Tiy stood up and called out, her voice echoing over the ruckus. “Priests of the high palace! Priests of the great goddess Ra-Horakhty! Why do you commit such a horrendous crime against your own people?” 

The chanting did not stop, although many of the people closest to Tiy turned toward her and stopped their yelling and crying to listen.

“I know what it is you are doing!” Tiy called, her voice ringing in the underground chamber. “You attempt to commit a great injustice: the slaughter of an entire town! A mass human sacrifice of your own people! How could you do this? Where is your honor?”

Merenre charged at the wall of soldiers, yelling, “To me, Kul Elna! Fight for your lives, or be slaughtered!”

A guard with a long pole hit Merenre on the head with an audible crack, and Akefia’s father fell to the ground, dazed.

Before anyone had time to react, another man stepped into the ring. He was tall and impending, with long grey hair and a short, sharp beard. Instead of priestly robes, he wore clothing that indicated a high status, finely made and colorful robes. He stared directly at Tiy with black eyes and grabbed her, yanking her out of the circle violently.

Akefia took a deep breath, willed his ka to aid him, and ran out of the opening after them. 

No one stopped him. No one even looked at him. 

Except for his mother. Tiy looked at him and smiled, even as the man dragged her over to one of the cauldrons and up onto a stand beside it. Akefia darted into the shadows.

“People of Kul Elna!” the man yelled, his voice magnified beyond human levels by what Akefia knew in his gut was magic. “I am Akhenaten, the brother of the Pharaoh! Because of the sins you have committed, our Pharaoh sentences you to death!”

Screams rose over the crowd but were soon hushed strangely, cut off abruptly by magic. Akefia pressed his back to the wall, his eyes widening.

“But, fear not!” the man, Akhenaten, continued, a sick smile spreading across his face. Akefia was reminded of a painting of Ammit the Destroyer, of how the beast smiled as it devoured sinners whose hearts were weighted down by evil. “You will be used for a greater purpose! You will not be executed! You will be incorporated into a magnificent undertaking that will help save the entire country of Khemet! Observe, as this woman demonstrates what is to be done with you! In each of these cauldrons is melted gold. Thieves like you must not be separated with your stolen gold after all, so be united with it for eternity!” And with that, Akhenaten shoved Tiy into the cauldron of boiling gold.

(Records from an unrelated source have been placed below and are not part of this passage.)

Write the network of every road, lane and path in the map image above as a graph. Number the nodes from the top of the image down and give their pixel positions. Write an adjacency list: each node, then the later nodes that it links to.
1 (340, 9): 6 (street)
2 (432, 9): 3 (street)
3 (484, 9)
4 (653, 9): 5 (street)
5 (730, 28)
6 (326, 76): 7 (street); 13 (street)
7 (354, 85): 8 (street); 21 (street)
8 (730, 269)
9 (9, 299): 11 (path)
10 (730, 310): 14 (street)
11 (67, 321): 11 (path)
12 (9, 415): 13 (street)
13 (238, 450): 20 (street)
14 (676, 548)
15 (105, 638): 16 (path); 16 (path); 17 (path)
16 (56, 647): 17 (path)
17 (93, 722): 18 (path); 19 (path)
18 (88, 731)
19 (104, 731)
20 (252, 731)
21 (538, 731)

Bloodcurdling screams of agony echoed off the ends of the room as Tiy’s skin was melted off of her bones. The priests continued their chanting as the citizens of Kul Elna were led forward and thrown into the seven cauldrons. Unearthly howls of tortured souls echoed around the chamber, and Akefia screamed himself out of terror.

Suddenly, a guard appeared in front of him. “Who’s escaped?” he snarled. 

Akefia froze, petrified, and stared up into the bearded face of a soldier and was sure it would be the last face he would ever see.

But the soldier stared into the corner with a confused expression. “Thought I heard something,” he muttered before turning around and walking over to the second group of captive villagers. The old and the sick watched in horror as their children, their grandchildren, their friends neighbors were led to their deaths. And then the guards started beheading those too weak for the sacrifice. Old men and women were brutally put to the sword where they stood.

Akefia felt numb. He wanted to run, but he couldn’t tear his eyes away from the nightmare playing out before him. He heard familiar shrieking and watched as his pregnant sister was tossed, naked, into the fiery cauldron. He couldn’t move, could only stare in silent horror as his whole world was cast into flames.


	2. It Begins Part 2

**Notes for the Chapter:**

> TOP O’ THE MORNIN’ TO YA MY NAME IS RAELYN SAKURA AND WELCOME TO ANOTHER EPISODE OF PAIN AND SUFFERING

Akefia stumbled up the cold stone steps blindly, clutching the wall for support. The screams chased him, echoing up the stairs and bouncing off the walls. The oppressive heat in the catacombs gradually turned to numbing cold, but the child didn’t feel any of it. 

As he came to the top of the stairs, nausea overcame him and he simply bent over and tossed up his dinner next to a stand containing sweet-smelling flowers dedicated to Osiris. He kept heaving long after there was nothing left to give, and he then collapsed back against the wall, sliding down it slowly with a whimper. He watched as the torchlight brought wall carvings to life: the mighty dragon flying over the sky, over fields ripe with plentiful harvest with men and women and children singing and dancing in joy as Osiris’ blessing brought many new infants into the world.

Infants…

Akefia bolted to his feet with a gasp. Ahmose! He couldn’t let them burn Ahmose! If they did, then her spirit would be forced to wander, never allowed into the afterlife!  
He deliberately forced down the thought that no one else in his village would be able to find peace, either.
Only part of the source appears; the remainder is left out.